We can use variables in many places of APISIX. For example, customizing log format in http-logger, using it as the key of limit-* plugins. In some situations, the builtin variables are not enough. Therefore, APISIX allows developers to register their variables globally, and use them as normal builtin variables.

For instance, let's register a variable called a6_labels_zone to fetch the value of the zone label in a route:

local core = require "apisix.core"

core.ctx.register_var("a6_labels_zone", function(ctx)
local route = ctx.matched_route and ctx.matched_route.value
if route and route.labels then
return route.labels.zone
end
return nil
end)

After that, any get operation to $a6_labels_zone will call the registered getter to fetch the value.

Note that the custom variables can't be used in features that depend on the Nginx directive, like access_log_format.

Write test cases#

For functions, write and improve the test cases of various dimensions, do a comprehensive test for your plugin! The test cases of plugins are all in the "t/plugin" directory. You can go ahead to find out. APISIX uses **test-nginx** as the test framework. A test case (.t file) is usually divided into prologue and data parts by __data__. Here we will briefly introduce the data part, that is, the part of the real test case. For example, the key-auth plugin:

=== TEST 1: sanity
--- config
location /t {
content_by_lua_block {
local plugin = require("apisix.plugins.key-auth")
local ok, err = plugin.check_schema({key = 'test-key'}, core.schema.TYPE_CONSUMER)
if not ok then
ngx.say(err)
end

ngx.say("done")
}
}
--- request
GET /t
--- response_body
done
--- no_error_log
[error]

A test case consists of three parts :

  • Program code : configuration content of Nginx location
  • Input : http request information
  • Output check : status, header, body, error log check

When we request /t, which config in the configuration file, the Nginx will call "content_by_lua_block" instruction to complete the Lua script, and finally return. The assertion of the use case is response_body return "done", "no_error_log" means to check the "error.log" of Nginx. There must be no ERROR level record. The log files for the unit test are located in the following folder: 't/servroot/logs'.

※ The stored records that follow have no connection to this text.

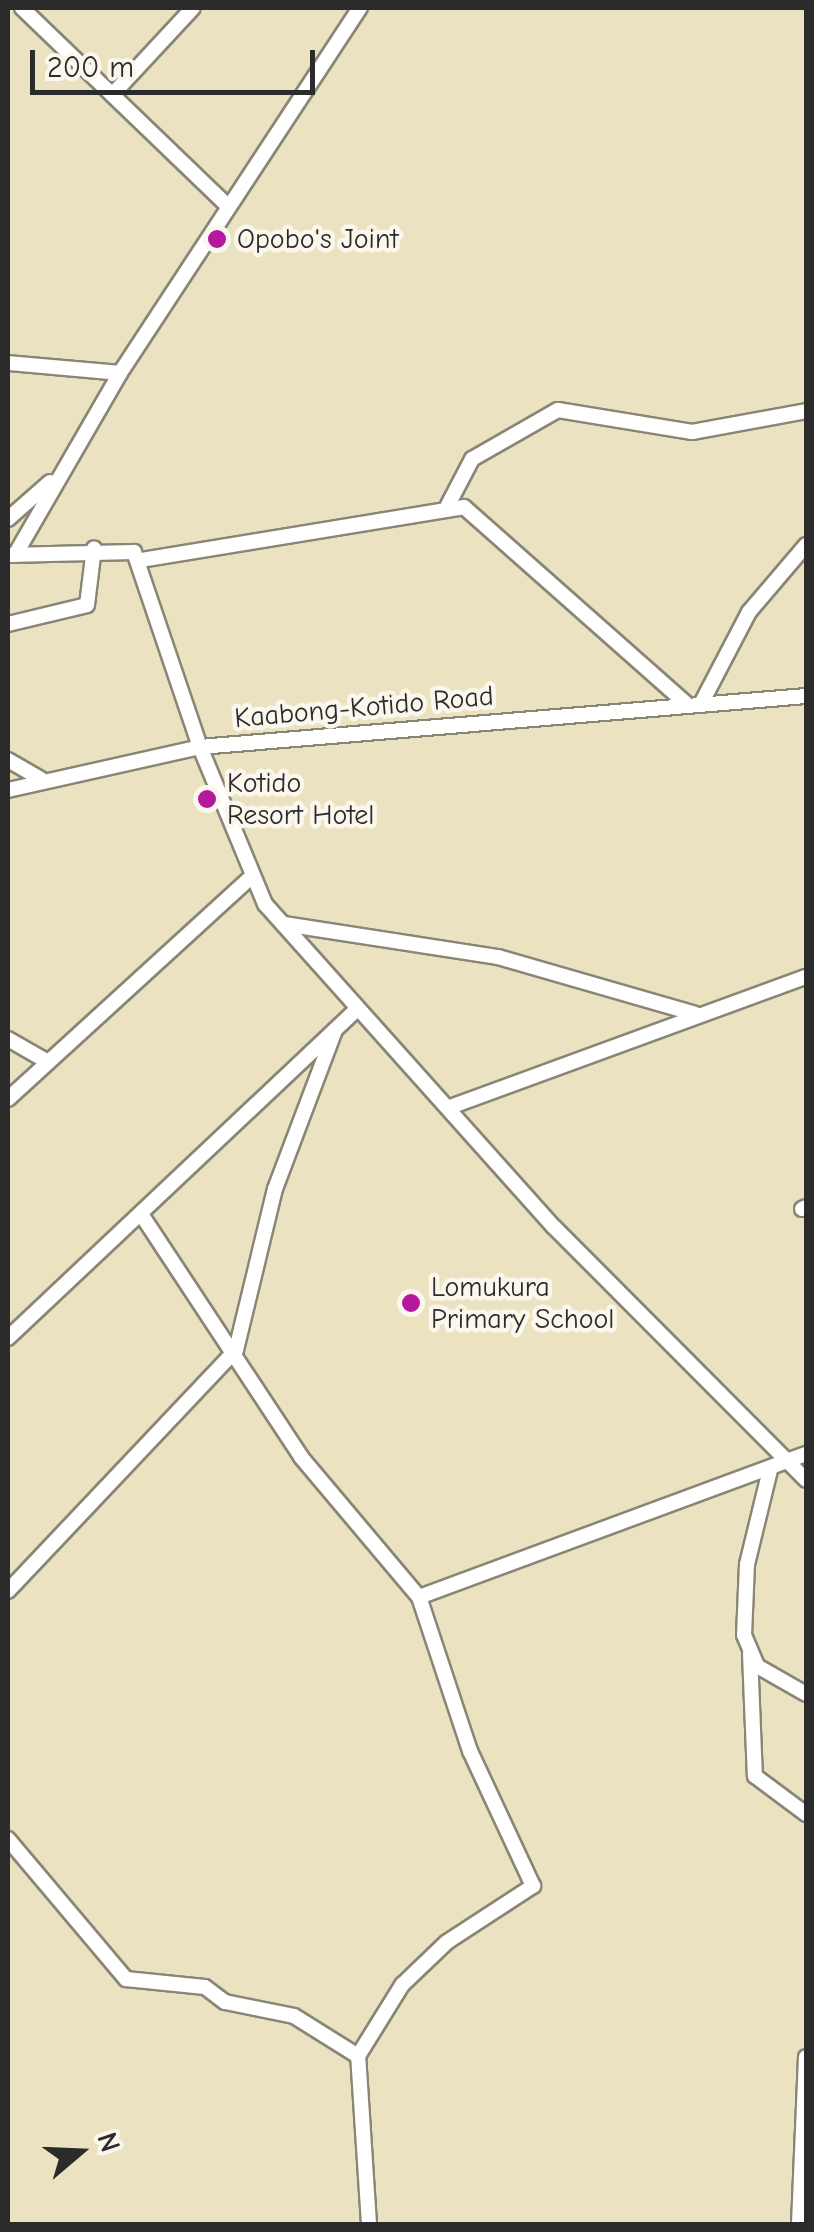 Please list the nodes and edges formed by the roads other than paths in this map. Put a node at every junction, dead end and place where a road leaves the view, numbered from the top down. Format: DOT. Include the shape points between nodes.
graph roads {
  1 [pos="22,8"];
  2 [pos="193,8"];
  3 [pos="360,8"];
  4 [pos="113,94"];
  5 [pos="229,207"];
  6 [pos="8,363"];
  7 [pos="120,373"];
  8 [pos="806,411"];
  9 [pos="65,467"];
  10 [pos="448,505"];
  11 [pos="8,519"];
  12 [pos="806,545"];
  13 [pos="94,548"];
  14 [pos="11,555"];
  15 [pos="141,560"];
  16 [pos="8,624"];
  17 [pos="806,696"];
  18 [pos="694,703"];
  19 [pos="200,747"];
  20 [pos="8,760"];
  21 [pos="41,779"];
  22 [pos="8,790"];
  23 [pos="249,879"];
  24 [pos="284,924"];
  25 [pos="806,976"];
  26 [pos="356,1010"];
  27 [pos="695,1014"];
  28 [pos="335,1030"];
  29 [pos="8,1040"];
  30 [pos="48,1062"];
  31 [pos="8,1099"];
  32 [pos="450,1108"];
  33 [pos="141,1214"];
  34 [pos="8,1338"];
  35 [pos="236,1350"];
  36 [pos="806,1454"];
  37 [pos="786,1463"];
  38 [pos="770,1470"];
  39 [pos="806,1480"];
  40 [pos="8,1591"];
  41 [pos="419,1597"];
  42 [pos="750,1654"];
  43 [pos="806,1694"];
  44 [pos="806,1814"];
  45 [pos="8,1839"];
  46 [pos="358,2056"];
  47 [pos="806,2057"];
  48 [pos="369,2224"];
  49 [pos="799,2224"];
  1 -- 4 [label="street"];
  2 -- 4 [label="street"];
  3 -- 5 [label="street"];
  4 -- 5 [label="street"];
  5 -- 7 [label="street"];
  6 -- 7 [label="street"];
  7 -- 9 [label="street"];
  8 -- 10 [label="street" via="692,432 558,410 472,459"];
  9 -- 11 [label="street"];
  9 -- 14 [label="street"];
  10 -- 15 [label="street"];
  10 -- 18 [label="street" via="476,514"];
  12 -- 18 [label="street" via="749,612"];
  13 -- 14 [label="street"];
  13 -- 15 [label="street" via="126,548"];
  13 -- 16 [label="street" via="87,605"];
  15 -- 19 [label="street, Kaabong-Kotido Road"];
  17 -- 18 [label="street, Kaabong-Kotido Road"];
  18 -- 19 [label="street, Kaabong-Kotido Road"];
  19 -- 21 [label="street"];
  19 -- 23 [label="street"];
  20 -- 21 [label="street"];
  21 -- 22 [label="street"];
  23 -- 24 [label="street"];
  23 -- 30 [label="street"];
  24 -- 26 [label="street"];
  24 -- 27 [label="street" via="498,957"];
  25 -- 27 [label="street"];
  26 -- 28 [label="street"];
  26 -- 32 [label="street"];
  27 -- 32 [label="street"];
  28 -- 33 [label="street"];
  28 -- 35 [label="street" via="276,1190"];
  29 -- 30 [label="street"];
  30 -- 31 [label="street"];
  32 -- 37 [label="street"];
  33 -- 34 [label="street"];
  33 -- 35 [label="street"];
  35 -- 40 [label="street"];
  35 -- 41 [label="street" via="301,1457"];
  36 -- 37 [label="street"];
  37 -- 38 [label="street"];
  37 -- 39 [label="street"];
  38 -- 41 [label="street"];
  38 -- 42 [label="street" via="748,1564"];
  41 -- 46 [label="street" via="464,1738 533,1886 447,1942 402,1985"];
  42 -- 43 [label="street"];
  42 -- 44 [label="street" via="755,1776"];
  45 -- 46 [label="street" via="126,1979 205,1987 225,2002 294,2016"];
  46 -- 48 [label="street"];
  47 -- 49 [label="street"];
} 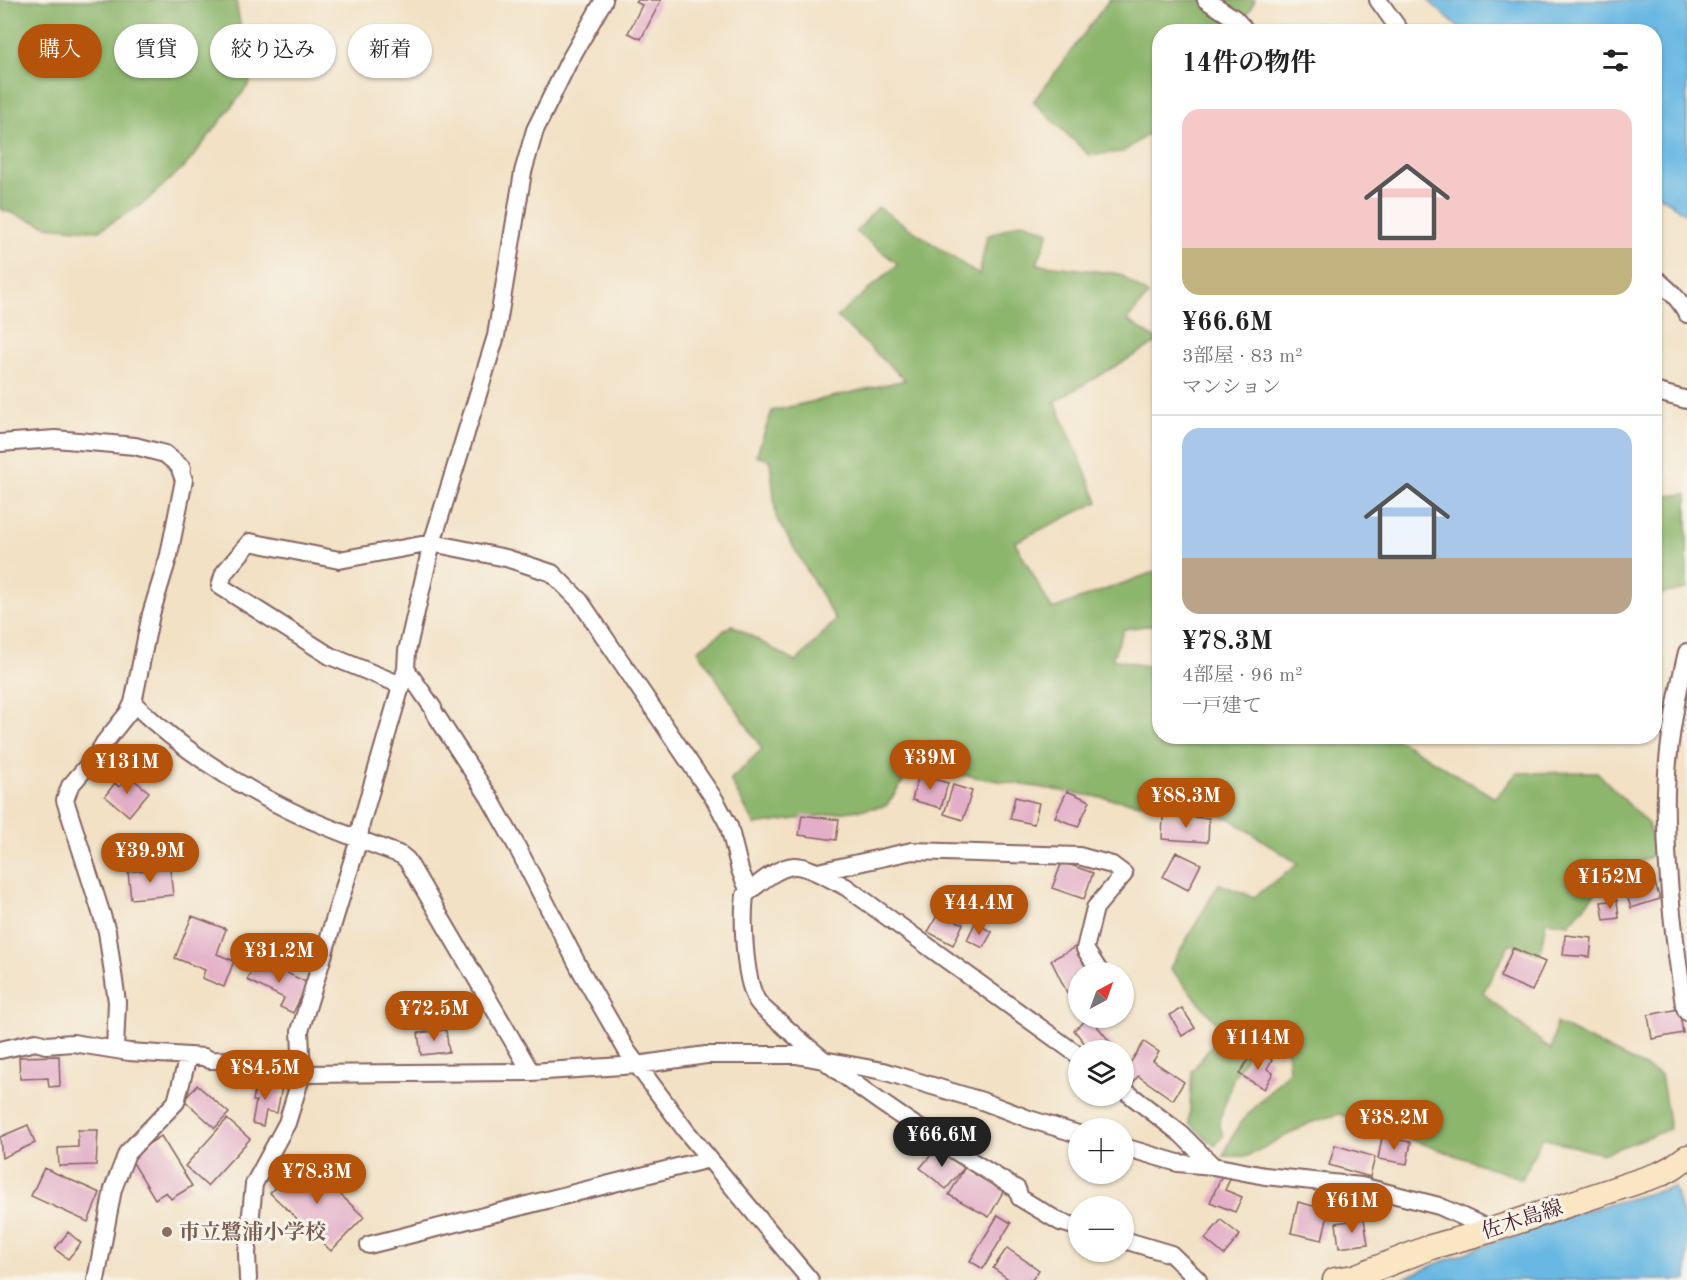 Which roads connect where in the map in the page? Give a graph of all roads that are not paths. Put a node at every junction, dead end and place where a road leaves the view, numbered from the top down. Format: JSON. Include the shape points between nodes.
{"nodes":[{"id":1,"x":604,"y":0,"type":"edge"},
{"id":2,"x":1206,"y":0,"type":"edge"},
{"id":3,"x":1378,"y":0,"type":"edge"},
{"id":4,"x":1239,"y":24,"type":"edge"},
{"id":5,"x":1395,"y":24,"type":"edge"},
{"id":6,"x":1662,"y":284,"type":"edge"},
{"id":7,"x":1687,"y":314,"type":"edge"},
{"id":8,"x":1662,"y":393,"type":"edge"},
{"id":9,"x":1687,"y":400,"type":"edge"},
{"id":10,"x":0,"y":443,"type":"edge"},
{"id":11,"x":432,"y":543,"type":"junction"},
{"id":12,"x":1687,"y":652,"type":"edge"},
{"id":13,"x":404,"y":677,"type":"junction"},
{"id":14,"x":133,"y":703,"type":"junction"},
{"id":15,"x":359,"y":839,"type":"junction"},
{"id":16,"x":818,"y":872,"type":"junction"},
{"id":17,"x":749,"y":892,"type":"junction"},
{"id":18,"x":1093,"y":962,"type":"edge"},
{"id":19,"x":1687,"y":1012,"type":"edge"},
{"id":20,"x":1068,"y":1048,"type":"edge"},
{"id":21,"x":116,"y":1049,"type":"junction"},
{"id":22,"x":0,"y":1050,"type":"edge"},
{"id":23,"x":188,"y":1057,"type":"junction"},
{"id":24,"x":819,"y":1058,"type":"junction"},
{"id":25,"x":637,"y":1065,"type":"junction"},
{"id":26,"x":531,"y":1072,"type":"junction"},
{"id":27,"x":302,"y":1074,"type":"junction"},
{"id":28,"x":1134,"y":1098,"type":"edge"},
{"id":29,"x":1068,"y":1131,"type":"edge"},
{"id":30,"x":1134,"y":1150,"type":"edge"},
{"id":31,"x":1687,"y":1157,"type":"edge"},
{"id":32,"x":709,"y":1159,"type":"junction"},
{"id":33,"x":1213,"y":1166,"type":"junction"},
{"id":34,"x":1068,"y":1224,"type":"edge"},
{"id":35,"x":1492,"y":1230,"type":"junction"},
{"id":36,"x":1134,"y":1243,"type":"edge"},
{"id":37,"x":369,"y":1245,"type":"dead end"},
{"id":38,"x":1348,"y":1279,"type":"edge"},
{"id":39,"x":96,"y":1280,"type":"edge"},
{"id":40,"x":248,"y":1280,"type":"edge"},
{"id":41,"x":810,"y":1280,"type":"edge"},
{"id":42,"x":1198,"y":1280,"type":"edge"}],
"edges":[{"from":1,"to":11,"type":"street","via":[[535,130],[523,172],[496,336]]},
{"from":2,"to":4,"type":"street"},
{"from":3,"to":5,"type":"street"},
{"from":6,"to":7,"type":"street"},
{"from":8,"to":9,"type":"street"},
{"from":10,"to":14,"type":"street","via":[[55,439],[135,446],[165,454],[182,468],[184,480],[169,555],[151,615]]},
{"from":11,"to":13,"type":"street"},
{"from":11,"to":13,"type":"street","via":[[339,560],[250,542],[224,573],[219,586],[330,656]]},
{"from":11,"to":17,"type":"street","via":[[506,558],[552,573],[580,601],[715,800],[729,826]]},
{"from":12,"to":19,"type":"street","via":[[1669,763],[1666,819],[1671,911]]},
{"from":13,"to":15,"type":"street"},
{"from":13,"to":25,"type":"street","via":[[433,708],[489,797],[581,971]]},
{"from":14,"to":15,"type":"street","via":[[203,761],[291,811]]},
{"from":14,"to":21,"type":"street","via":[[97,756],[70,786],[65,800],[107,931],[117,1002]]},
{"from":15,"to":26,"type":"street","via":[[407,860]]},
{"from":15,"to":27,"type":"street","via":[[300,1031]]},
{"from":16,"to":17,"type":"street","via":[[794,866],[767,877]]},
{"from":16,"to":18,"type":"street","via":[[912,850],[1079,856],[1112,865],[1124,874],[1095,908],[1085,949]]},
{"from":16,"to":20,"type":"street","via":[[846,887]]},
{"from":17,"to":24,"type":"street","via":[[743,910],[748,972],[756,1000]]},
{"from":21,"to":22,"type":"street","via":[[36,1042]]},
{"from":21,"to":23,"type":"street"},
{"from":23,"to":27,"type":"street","via":[[261,1061]]},
{"from":23,"to":39,"type":"street","via":[[176,1102],[127,1153],[112,1189]]},
{"from":24,"to":25,"type":"street","via":[[706,1055]]},
{"from":24,"to":29,"type":"street","via":[[883,1071]]},
{"from":24,"to":34,"type":"street","via":[[913,1125],[1017,1189],[1020,1198]]},
{"from":25,"to":26,"type":"street"},
{"from":25,"to":32,"type":"street"},
{"from":26,"to":27,"type":"street"},
{"from":27,"to":40,"type":"street","via":[[287,1122],[254,1184]]},
{"from":28,"to":33,"type":"street","via":[[1181,1134]]},
{"from":30,"to":33,"type":"street","via":[[1178,1163]]},
{"from":31,"to":35,"type":"main road","name":"佐木島線","via":[[1660,1174]]},
{"from":32,"to":37,"type":"street"},
{"from":32,"to":41,"type":"street"},
{"from":33,"to":35,"type":"street","via":[[1361,1186],[1439,1206]]},
{"from":35,"to":38,"type":"main road","name":"佐木島線","via":[[1431,1247]]},
{"from":36,"to":42,"type":"street","via":[[1171,1254]]}]}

The above test case represents a simple scenario. Most scenarios will require multiple steps to validate. To do this, create multiple tests === TEST 1, === TEST 2, and so on. These tests will be executed sequentially, allowing you to break down scenarios into a sequence of atomic steps.

Additionally, there are some convenience testing endpoints which can be found here. For example, see proxy-rewrite. In test 42, the upstream uri is made to redirect /test?new_uri=hello to /hello (which always returns hello world). In test 43, the response body is confirmed to equal hello world, meaning the proxy-rewrite configuration added with test 42 worked correctly.

Refer the following document to setup the testing framework.

Attach the test-nginx execution process:#

According to the path we configured in the makefile and some configuration items at the front of each .t file, the framework will assemble into a complete nginx.conf file. "t/servroot" is the working directory of Nginx and start the Nginx instance. according to the information provided by the test case, initiate the http request and check that the return items of HTTP include HTTP status, HTTP response header, HTTP response body and so on.